Is common law reasonable notice equal to one month per year of service?

Is common law reasonable notice equal to one month per year of service?

We are frequently asked by employees about how much pay in lieu of notice they are entitled to. While employees’ statutory notice entitlements are clearly established by the Employment Standards Code, common law notice is a matter of judicial discretion meaning there is no right or wrong answer to that question. While some lawyers will tell you that an employee is generally entitled to one month of pay per year of service, court infrequently apply this rule. The recent case of Cordeau-Chatelain v. Total E&P Canada Ltd., 2021 ABQB 794 is instructive.

The plaintiff, a communications manager, sought damages for her termination without cause. She was hired in 2008 with salary, benefits and short term and long term incentives. There was no contractual notice period limitation in the plaintiff’s employment agreement, so common law reasonable notice applied. The Court used the Bardal factors and found that given the employee had worked for 8 years and 7 months, was 52 years old, was “Head of Governance and Metier [Profession] Support” and oversaw 3 people and a student, 18 months was a reasonable notice period. The plaintiff had 20 years of experience in communications and spoke both French and English with proficiency. Her position was specialized and unique. It was a well-compensated, senior-level position with a major oil and gas company and the Court concluded that this sort of position was rare in the job market. The defendant argued 8-12 months of notice was appropriate, the plaintiff argued 15-18 months and the Court found that the higher notice period of 18 months was to be awarded.

In what has been an increasing trend in the jurisprudence, the Court took judicial notice of the “…compounding negative effects that gender and age can have on a woman in the professional job market, especially at the management level…” The awarding of an 18 month notice period for an 8.7 year employee is a significant award based on current Alberta jurisprudence. Such higher awards are typically reserved for long term, senior employees.

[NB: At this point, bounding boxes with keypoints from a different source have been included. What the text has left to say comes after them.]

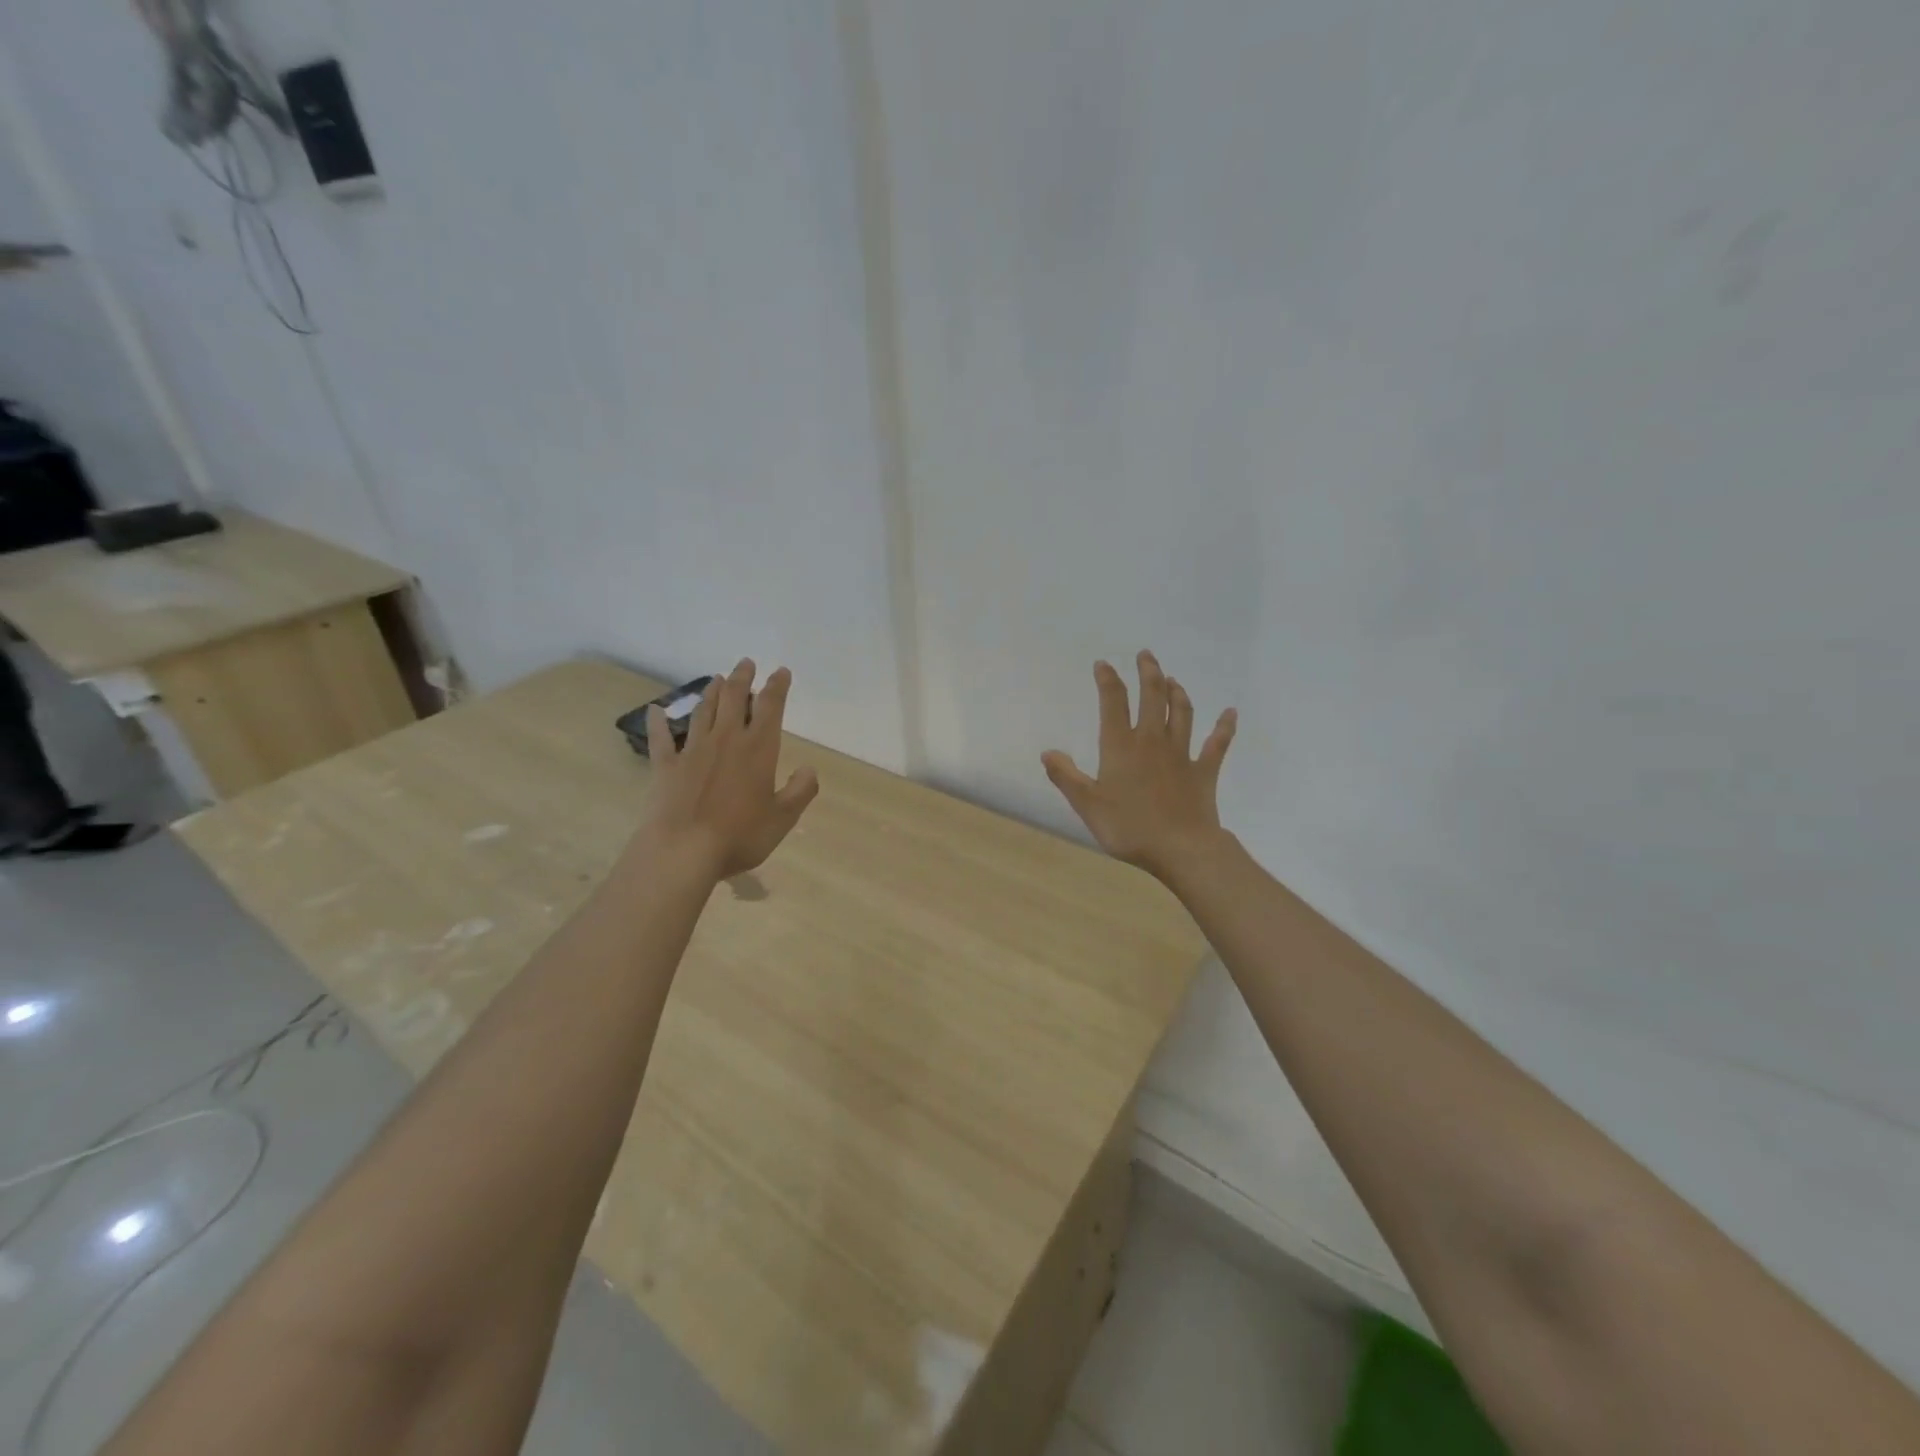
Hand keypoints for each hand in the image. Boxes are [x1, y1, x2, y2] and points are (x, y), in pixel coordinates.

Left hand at [639, 659, 819, 880]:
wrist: (683, 850)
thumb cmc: (740, 835)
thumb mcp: (782, 818)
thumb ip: (800, 791)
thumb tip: (810, 769)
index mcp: (758, 749)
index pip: (770, 707)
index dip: (776, 687)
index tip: (780, 671)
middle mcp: (726, 740)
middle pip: (733, 699)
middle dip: (742, 678)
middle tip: (746, 663)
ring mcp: (692, 750)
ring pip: (703, 712)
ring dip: (711, 692)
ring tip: (717, 678)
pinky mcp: (666, 767)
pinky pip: (661, 739)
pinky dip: (658, 723)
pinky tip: (656, 710)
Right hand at [1042, 651, 1236, 881]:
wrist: (1181, 848)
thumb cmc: (1129, 827)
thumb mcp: (1087, 805)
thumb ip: (1066, 777)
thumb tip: (1047, 752)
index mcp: (1121, 746)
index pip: (1113, 702)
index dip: (1107, 680)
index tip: (1103, 664)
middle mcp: (1152, 741)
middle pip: (1153, 697)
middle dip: (1148, 673)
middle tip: (1146, 655)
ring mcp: (1181, 754)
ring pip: (1181, 713)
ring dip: (1176, 692)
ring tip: (1172, 679)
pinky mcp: (1204, 771)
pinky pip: (1217, 743)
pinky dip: (1224, 726)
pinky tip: (1230, 713)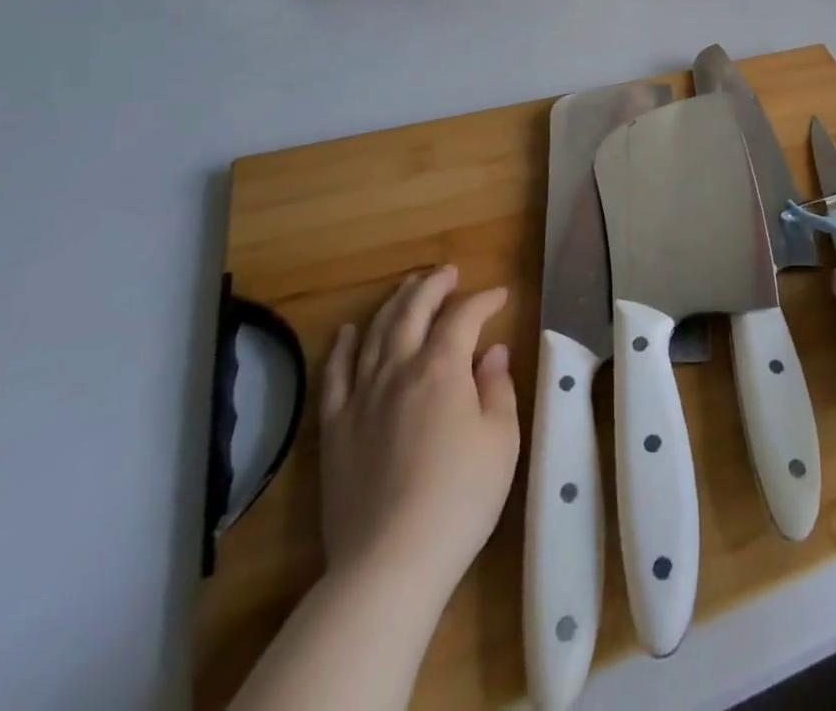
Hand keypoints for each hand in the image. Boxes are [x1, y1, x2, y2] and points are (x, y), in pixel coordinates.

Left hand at [320, 266, 519, 592]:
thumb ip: (497, 387)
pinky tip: (349, 331)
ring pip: (375, 332)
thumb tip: (492, 352)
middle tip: (448, 272)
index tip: (500, 296)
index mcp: (442, 367)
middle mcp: (398, 368)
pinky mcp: (335, 427)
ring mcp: (361, 396)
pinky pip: (335, 374)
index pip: (463, 316)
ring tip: (408, 287)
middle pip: (413, 310)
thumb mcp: (500, 440)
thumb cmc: (460, 498)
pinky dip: (343, 346)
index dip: (483, 300)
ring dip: (394, 303)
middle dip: (433, 285)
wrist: (389, 562)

In this respect, this case offers a useful precedent going forward.

Some other interesting issues addressed by this case include quantifying the loss of benefits, entitlements to variable compensation during the notice period, and mitigation expenses.

In addition to her salary, the plaintiff was entitled to damages for the benefits she would have received during her notice period. The defendant argued that the plaintiff could have purchased a private benefit plan after termination and therefore the plaintiff suffered no damages. The Court stated that this is not an accurate statement of the law in Alberta. The plaintiff was awarded the cost to the employer of providing benefits. This amounted to taking the total cost to the employer for the provision of benefits of $12,124.00 multiplied by 1.5 to represent the cost through the 18-month period.

In terms of short term and long term incentives through the notice period, it was conceded by the defendant based on the recent Supreme Court case of Matthews v. Ocean Nutrition Canada Ltd., 2020 SCC 26, that the plaintiff was entitled to what accrued for incentives during her notice period. The Court used a past performance based approach to calculate the short term incentive payment and utilized her three most recent short term incentive payments to find the proper damage amount under this head.
Finally, in terms of mitigation, the plaintiff claimed mitigation expenses of $20,157.12 for tuition from a graduate certificate in leadership and executive coaching she undertook after being dismissed. The defendant argued that employers are allowed to terminate employees and so such an expense is not compensable. The Court disagreed and found that the plaintiff had to incur retraining expenses because she was wrongfully terminated. In this case, the tuition costs were found to be reasonable and awarded to her. This is a significant award for retraining given it constituted an entirely new and expensive course. It is also interesting to note that while the plaintiff was offered the use of an outplacement career counselling service by the employer upon her termination, she did not use such services. Nonetheless, the Court found that her failure to use this service was not unreasonable. The plaintiff looked for re-employment for three years and was only able to find new employment after re-training. The Court concluded her mitigation efforts were reasonable.

In the final result, the plaintiff was awarded her base salary, benefits, short and long term incentive payments, tuition re-training expense, lost pension benefits, and 18 months compensation for lost health and wellness spending accounts.

This case represents a good canvassing of many employment law concepts applicable in Alberta and provides an overview of all that can be awarded to an employee upon being wrongfully dismissed.